## Extracted data
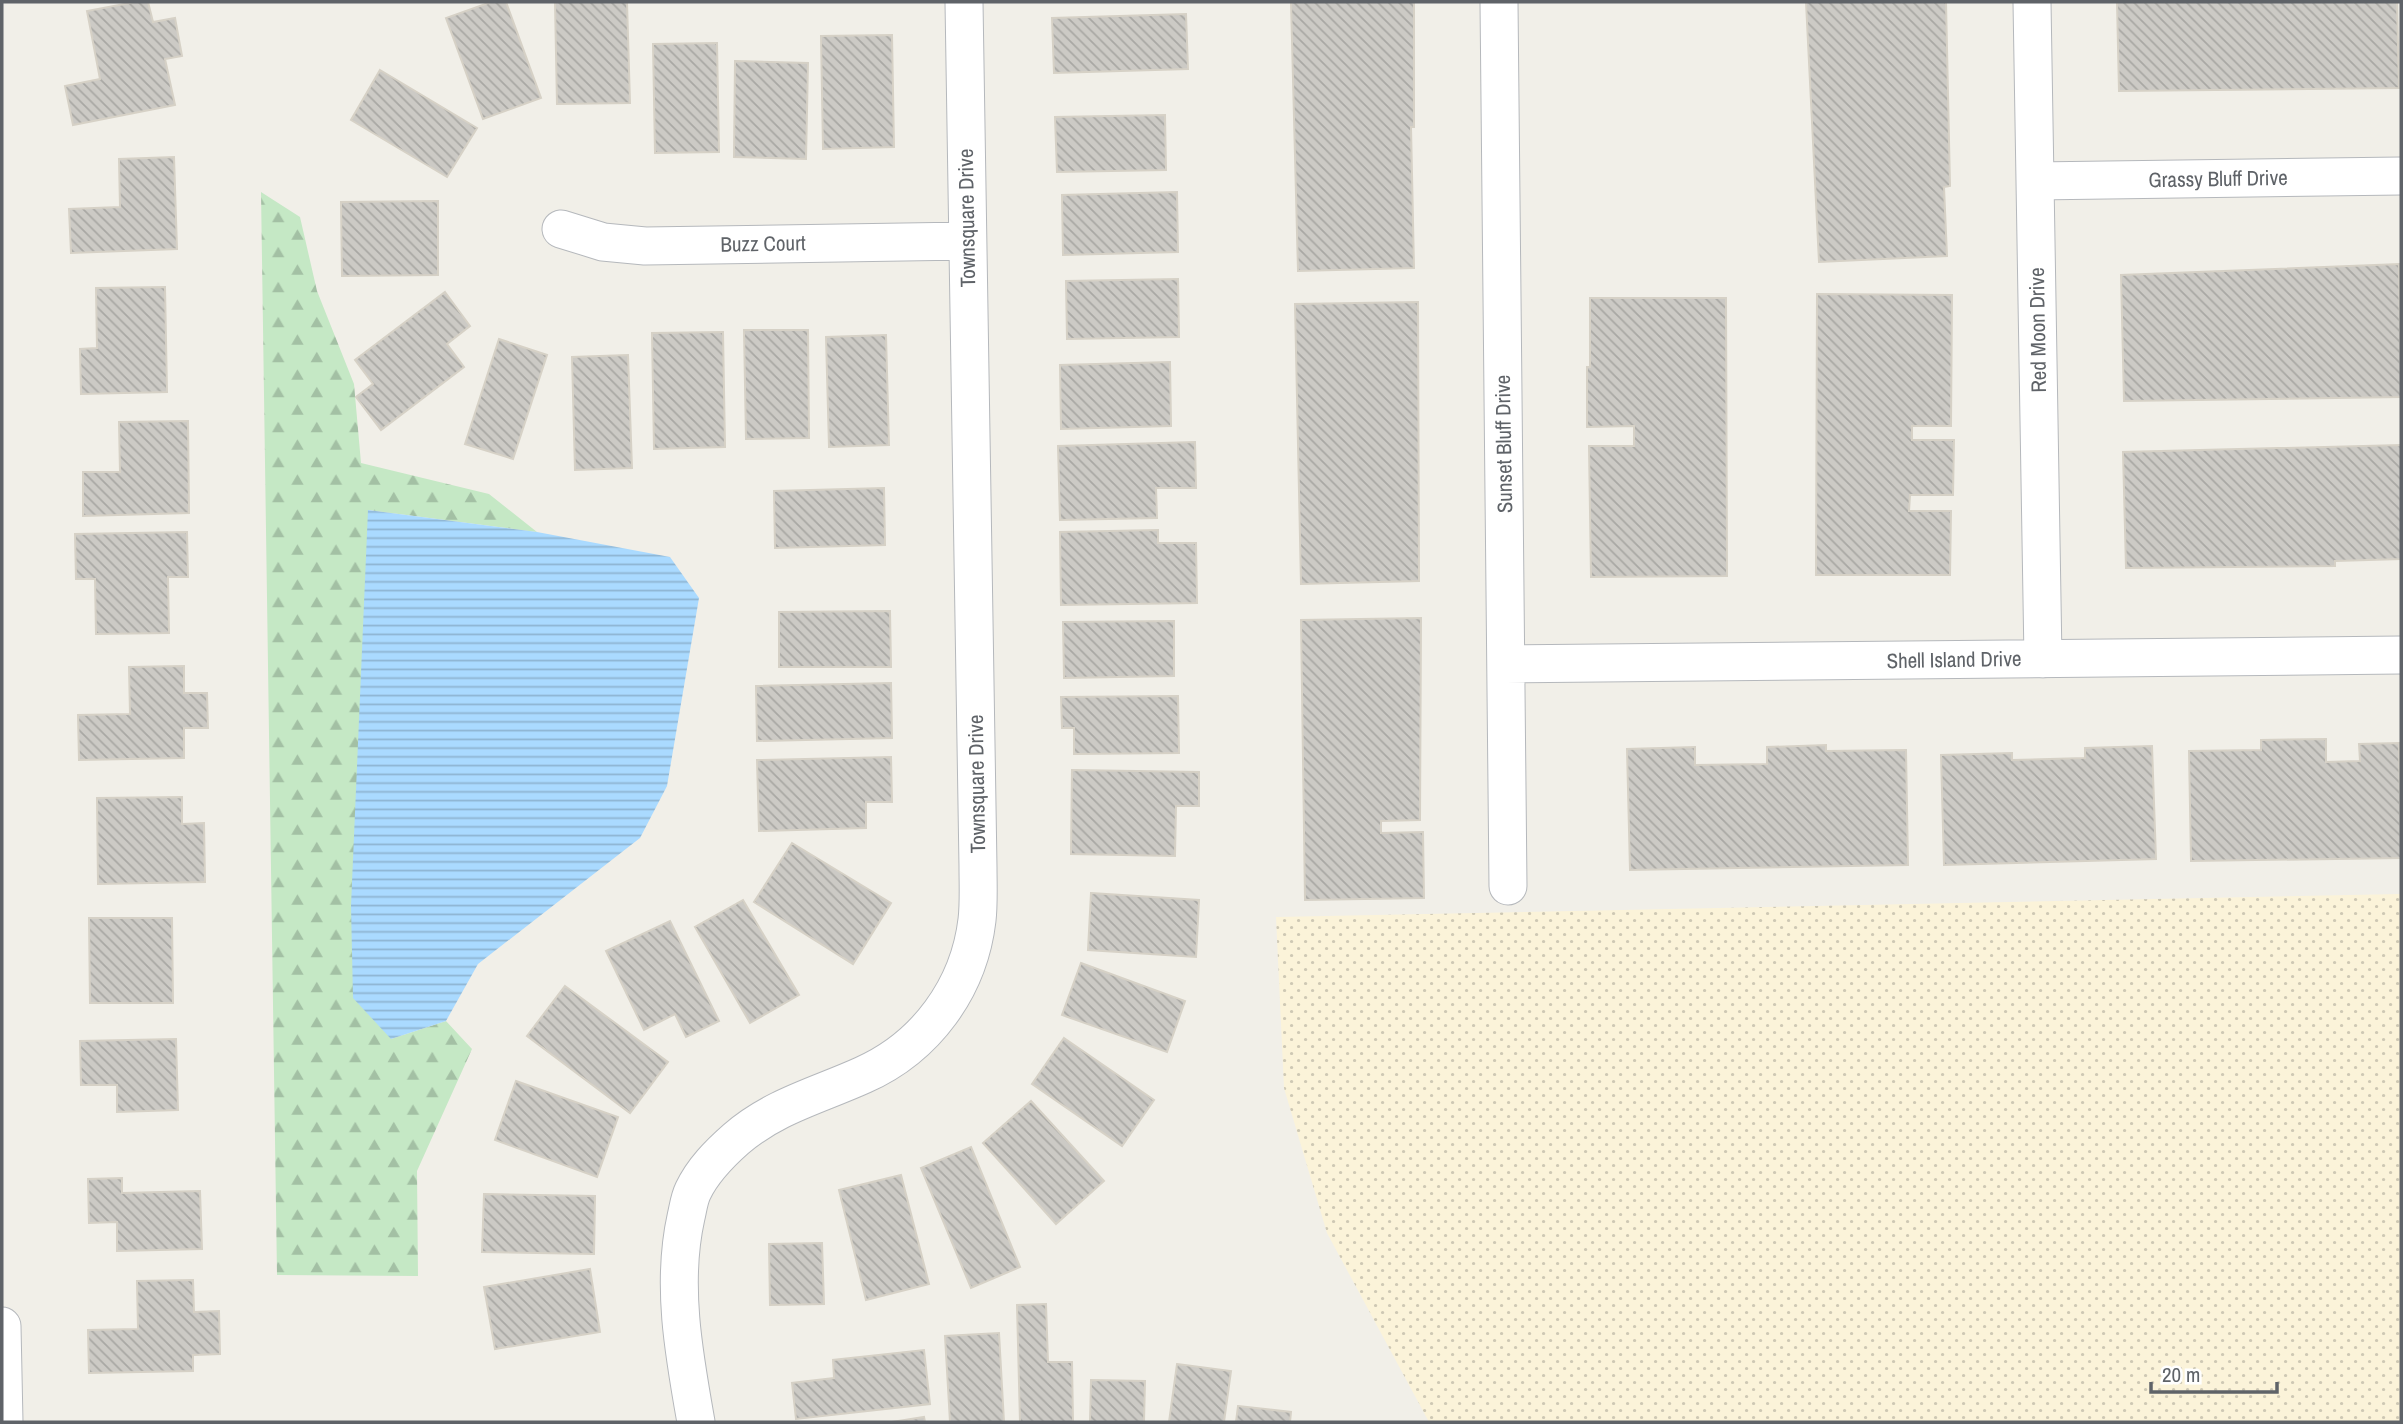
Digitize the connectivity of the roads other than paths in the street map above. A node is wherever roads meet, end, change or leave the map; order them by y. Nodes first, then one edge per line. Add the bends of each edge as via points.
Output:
1 (964, 2) edge
2 (1499, 2) edge
3 (2032, 2) edge
4 (2401, 176) edge
5 (2035, 181) junction
6 (561, 229) dead end
7 (967, 241) junction
8 (2401, 655) edge
9 (2043, 659) junction
10 (1506, 664) junction
11 (1508, 886) dead end
12 (2, 1326) edge
13 (4, 1422) edge
14 (696, 1422) edge

1 - 7 street, Townsquare Drive
2 - 10 street, Sunset Bluff Drive
3 - 5 street, Red Moon Drive
4 - 5 street, Grassy Bluff Drive
5 - 9 street, Red Moon Drive
6 - 7 street, Buzz Court via 603,242 645,246
7 - 14 street, Townsquare Drive via 978,867 977,920 968,960 941,1014 909,1048 865,1074 787,1105 748,1129 714,1158 692,1193 681,1240 680,1289 683,1346
8 - 9 street, Shell Island Drive
9 - 10 street, Shell Island Drive
10 - 11 street, Sunset Bluff Drive
12 - 13 street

## What to do
Every entry above needs to be copied exactly, apart from its pictures.

## Answer section
Digitize the connectivity of the roads other than paths in the street map above. A node is wherever roads meet, end, change or leave the map; order them by y. Nodes first, then one edge per line. Add the bends of each edge as via points.
Output:
1 (964, 2) edge
2 (1499, 2) edge
3 (2032, 2) edge
4 (2401, 176) edge
5 (2035, 181) junction
6 (561, 229) dead end
7 (967, 241) junction
8 (2401, 655) edge
9 (2043, 659) junction
10 (1506, 664) junction
11 (1508, 886) dead end
12 (2, 1326) edge
13 (4, 1422) edge
14 (696, 1422) edge

1 - 7 street, Townsquare Drive
2 - 10 street, Sunset Bluff Drive
3 - 5 street, Red Moon Drive
4 - 5 street, Grassy Bluff Drive
5 - 9 street, Red Moon Drive
6 - 7 street, Buzz Court via 603,242 645,246
7 - 14 street, Townsquare Drive via 978,867 977,920 968,960 941,1014 909,1048 865,1074 787,1105 748,1129 714,1158 692,1193 681,1240 680,1289 683,1346
8 - 9 street, Shell Island Drive
9 - 10 street, Shell Island Drive
10 - 11 street, Sunset Bluff Drive
12 - 13 street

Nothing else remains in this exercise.